65534, top1 = 0.50 top5 = 0.84 (101.9 im/sec)
[0.4968719482421875, 0.6625518798828125, 0.74810791015625, 0.80029296875, 0.8364105224609375, 0.8622283935546875, 0.8816680908203125, 0.89739990234375, 0.910430908203125, 0.92047119140625, 0.92950439453125, 0.9364166259765625, 0.9422149658203125, 0.947357177734375, 0.952484130859375, 0.95635986328125, 0.9600982666015625, 0.9631500244140625, 0.96588134765625, 0.96826171875, 0.9705047607421875, 0.9724578857421875, 0.974365234375, 0.9763031005859375, 0.977813720703125, 0.9791412353515625, 0.9808197021484375, 0.9821319580078125, 0.983489990234375, 0.984466552734375, 0.9853973388671875, 0.9863433837890625, 0.9870758056640625, 0.988006591796875, 0.9886627197265625, 0.9892425537109375, 0.989776611328125, 0.9903106689453125, 0.990966796875, 0.991546630859375, 0.992095947265625, 0.99249267578125, 0.9929046630859375, 0.99334716796875, 0.9937591552734375, 0.99407958984375, 0.9943084716796875, 0.994659423828125, 0.9948883056640625, 0.9951629638671875, 0.9954986572265625, 0.9957275390625, 0.9959716796875, 0.996124267578125, 0.996307373046875, 0.9965667724609375, 0.9967803955078125, 0.99700927734375, 0.9973602294921875, 0.9975738525390625, 0.9977569580078125, 0.9980010986328125, 0.998077392578125, 0.99822998046875, 0.9982757568359375, 0.9984283447265625, 0.99859619140625, 0.9987335205078125, 0.9988250732421875, 0.9989166259765625, 0.9990234375, 0.9991302490234375, 0.999267578125, 0.9993438720703125, 0.999359130859375, 0.999420166015625, 0.999481201171875, 0.99951171875, 0.999542236328125, 0.99957275390625, 0.9996490478515625, 0.99969482421875, 0.9997100830078125, 0.999755859375, 0.9998016357421875, 0.9998321533203125, 0.999847412109375, 0.9998931884765625, 0.9998931884765625, 0.9999237060546875, 0.999969482421875, 0.999969482421875, 0.999969482421875, 0.9999847412109375, 0.9999847412109375, 0.9999847412109375, 0.9999847412109375, 0.9999847412109375, 0.9999847412109375, 1.0]
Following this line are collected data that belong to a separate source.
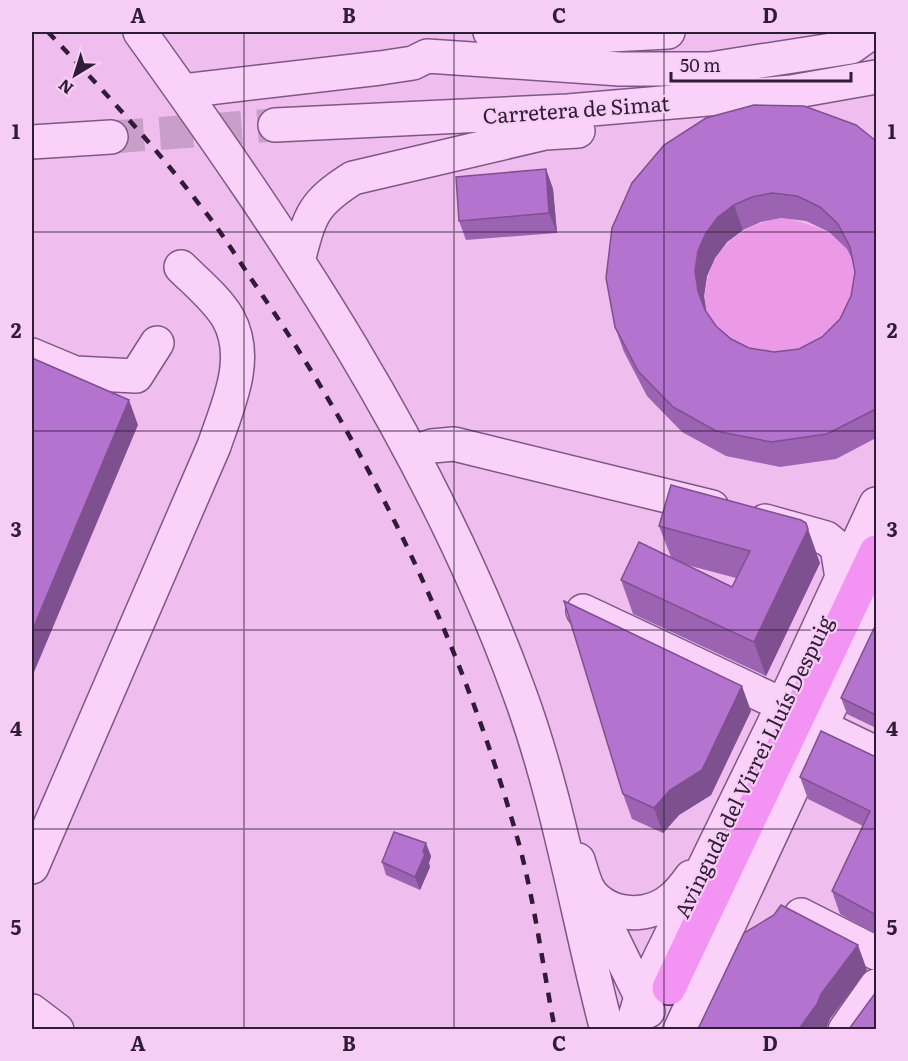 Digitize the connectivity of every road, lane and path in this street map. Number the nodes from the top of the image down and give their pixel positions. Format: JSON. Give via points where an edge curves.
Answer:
{"nodes":[{"id":1,"x":140,"y":32,"type":"edge"},
{"id":2,"x":490,"y":32,"type":"edge"},
{"id":3,"x":668,"y":32,"type":"edge"},
{"id":4,"x":872,"y":32,"type":"edge"},
{"id":5,"x":430,"y":44,"type":"edge"},
{"id":6,"x":876,"y":77,"type":"edge"},
{"id":7,"x":183,"y":91,"type":"junction"},
{"id":8,"x":791,"y":92,"type":"junction"},
{"id":9,"x":275,"y":125,"type":"tunnel mouth"},
{"id":10,"x":111,"y":137,"type":"tunnel mouth"},
{"id":11,"x":32,"y":142,"type":"edge"},
{"id":12,"x":298,"y":261,"type":"junction"},
{"id":13,"x":182,"y":267,"type":"dead end"},
{"id":14,"x":158,"y":343,"type":"dead end"},
{"id":15,"x":32,"y":355,"type":"edge"},
{"id":16,"x":414,"y":452,"type":"junction"},
{"id":17,"x":876,"y":504,"type":"edge"},
{"id":18,"x":876,"y":552,"type":"edge"},
{"id":19,"x":842,"y":578,"type":"junction"},
{"id":20,"x":876,"y":608,"type":"edge"},
{"id":21,"x":583,"y":611,"type":"edge"},
{"id":22,"x":783,"y":705,"type":"junction"},
{"id":23,"x":822,"y":727,"type":"junction"},
{"id":24,"x":876,"y":753,"type":"edge"},
{"id":25,"x":559,"y":817,"type":"junction"},
{"id":26,"x":708,"y":857,"type":"junction"},
{"id":27,"x":32,"y":867,"type":"edge"},
{"id":28,"x":589,"y":890,"type":"junction"},
{"id":29,"x":801,"y":915,"type":"edge"},
{"id":30,"x":876,"y":952,"type":"edge"},
{"id":31,"x":876,"y":986,"type":"edge"},
{"id":32,"x":655,"y":993,"type":"junction"},
{"id":33,"x":32,"y":1011,"type":"edge"},
{"id":34,"x":57,"y":1029,"type":"edge"},
{"id":35,"x":607,"y":1029,"type":"edge"},
{"id":36,"x":630,"y":1029,"type":"edge"},
{"id":37,"x":654,"y":1029,"type":"edge"},
{"id":38,"x":680,"y":1029,"type":"edge"},
{"id":39,"x":845,"y":1029,"type":"edge"}],
"edges":[{"from":1,"to":7,"type":"street"},
{"from":2,"to":3,"type":"street","via":[[514,40]]},
{"from":4,"to":5,"type":"street","via":[[851,47],[711,69],[620,69]]},
{"from":5,"to":7,"type":"street","via":[[413,63]]},
{"from":6,"to":8,"type":"street","name":"Carretera de Simat"},
{"from":7,"to":12,"type":"street"},
{"from":8,"to":9,"type":"street","name":"Carretera de Simat","via":[[568,111]]},
{"from":8,"to":12,"type":"street","via":[[723,117],[545,133],[353,178],[326,195],[309,218]]},
{"from":10,"to":11,"type":"street"},
{"from":12,"to":16,"type":"street","via":[[372,377]]},
{"from":13,"to":27,"type":"street","via":[[228,317],[238,358],[235,384],[214,446]]},
{"from":14,"to":15,"type":"street","via":[[136,376],[75,374]]},
{"from":16,"to":19,"type":"street","via":[[454,444],[807,531],[837,547]]},
{"from":16,"to":25,"type":"street","via":[[500,640]]},
{"from":17,"to":19,"type":"street","name":"Avinguda del Virrei Lluís Despuig"},
{"from":18,"to":32,"type":"main road","name":"Avinguda del Virrei Lluís Despuig"},
{"from":19,"to":22,"type":"street","name":"Avinguda del Virrei Lluís Despuig"},
{"from":20,"to":23,"type":"street","name":"Avinguda del Virrei Lluís Despuig"},
{"from":21,"to":22,"type":"street"},
{"from":22,"to":26,"type":"street","name":"Avinguda del Virrei Lluís Despuig"},
{"from":23,"to":24,"type":"street"},
{"from":23,"to":38,"type":"street","name":"Avinguda del Virrei Lluís Despuig"},
{"from":25,"to":28,"type":"street"},
{"from":25,"to":35,"type":"street","via":[[575,902]]},
{"from":26,"to":28,"type":"street","via":[[672,899],[647,912],[611,908]]},
{"from":26,"to":32,"type":"street","name":"Avinguda del Virrei Lluís Despuig"},
{"from":28,"to":32,"type":"street"},
{"from":29,"to":30,"type":"street"},
{"from":31,"to":39,"type":"street"},
{"from":32,"to":36,"type":"street","name":"Avinguda del Virrei Lluís Despuig"},
{"from":32,"to":37,"type":"street"},
{"from":33,"to":34,"type":"street"}]}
The list in the end measures the top-n accuracy for n from 1 to n_clusters
.
Web UI
Follow the data and model setup for evaluation.
Running the web ui
python3 www/server.py --file-list $DATA_DIR/streetview_test.txt --file-base-dir $DATA_DIR/streetview/ path/to/model/ --use-gpu
Remove the --use-gpu
flag if you want all computations to be on the CPU.
Open a browser on localhost:8000
.
Training
Data setup
First you'll need to setup your data.
Put all the files you want to train on in a single directory and resize them to an appropriate size.
Let's call the newly created data directory DATA_DIR
(e.g. /fastdata/finder/
) and the finder image location INPUT_DIR
(e.g. /media/philkr/Elements/
).
To setup the finder streetview data use (note this will take about a day and use up 500G of disk space):
I=$INPUT_DIR/TaiwanStreetView/imgs/
O=$DATA_DIR/streetview/
mkdir $O
for j in $I/*/; do
for i in $j/*.jpg; do
if [ ! -f $O/$(basename $i) ]; then
convert $i -resize 320x200 -quality 99 $O/$(basename $i);
fi
done
done
for flickr use (this doesn't store all the image for some reason):
I=$INPUT_DIR/TaiwanFlickr/
O=$DATA_DIR/flickr/
for D in $I/meta/*/; do
DD=${D/meta/imgs}
for i in $D/*; do
IM_N=$DD/$(cut -d , -f 1 $i | tail -n1 | sed -e 's/"//g')_z.jpg
OUT_N=$(basename ${i/-meta.csv/_img.jpg})
if [ -e $IM_N ]; then
convert $IM_N -resize 320x320 -quality 99 $O/$OUT_N;
fi
done
done
Once this is complete we should split the dataset into training and testing.
N_TEST=65536
ls $DATA_DIR/streetview/ > $DATA_DIR/streetview.txt
shuf $DATA_DIR/streetview.txt > $DATA_DIR/streetview_shuf.txt
head -n -$N_TEST $DATA_DIR/streetview_shuf.txt > $DATA_DIR/streetview_train.txt
tail -n $N_TEST $DATA_DIR/streetview_shuf.txt > $DATA_DIR/streetview_test.txt
Cluster setup
With this all the files are setup. We can now start by clustering the coordinates
python3 src/cluster.py -n 100 --file-list $DATA_DIR/streetview_train.txt $DATA_DIR/clusters.npy
Training
To train a model use
train.py --clusters $DATA_DIR/clusters.npy --file-list $DATA_DIR/streetview_train.txt --file-base-dir $DATA_DIR/streetview/
Optional arguments:
--initial-weights path/to/VGG16.caffemodel.h5
(can be downloaded from here)--num-gpu -1
for multi-gpu training
Then the only thing left to do is wait for a few days and monitor the training in tensorboard.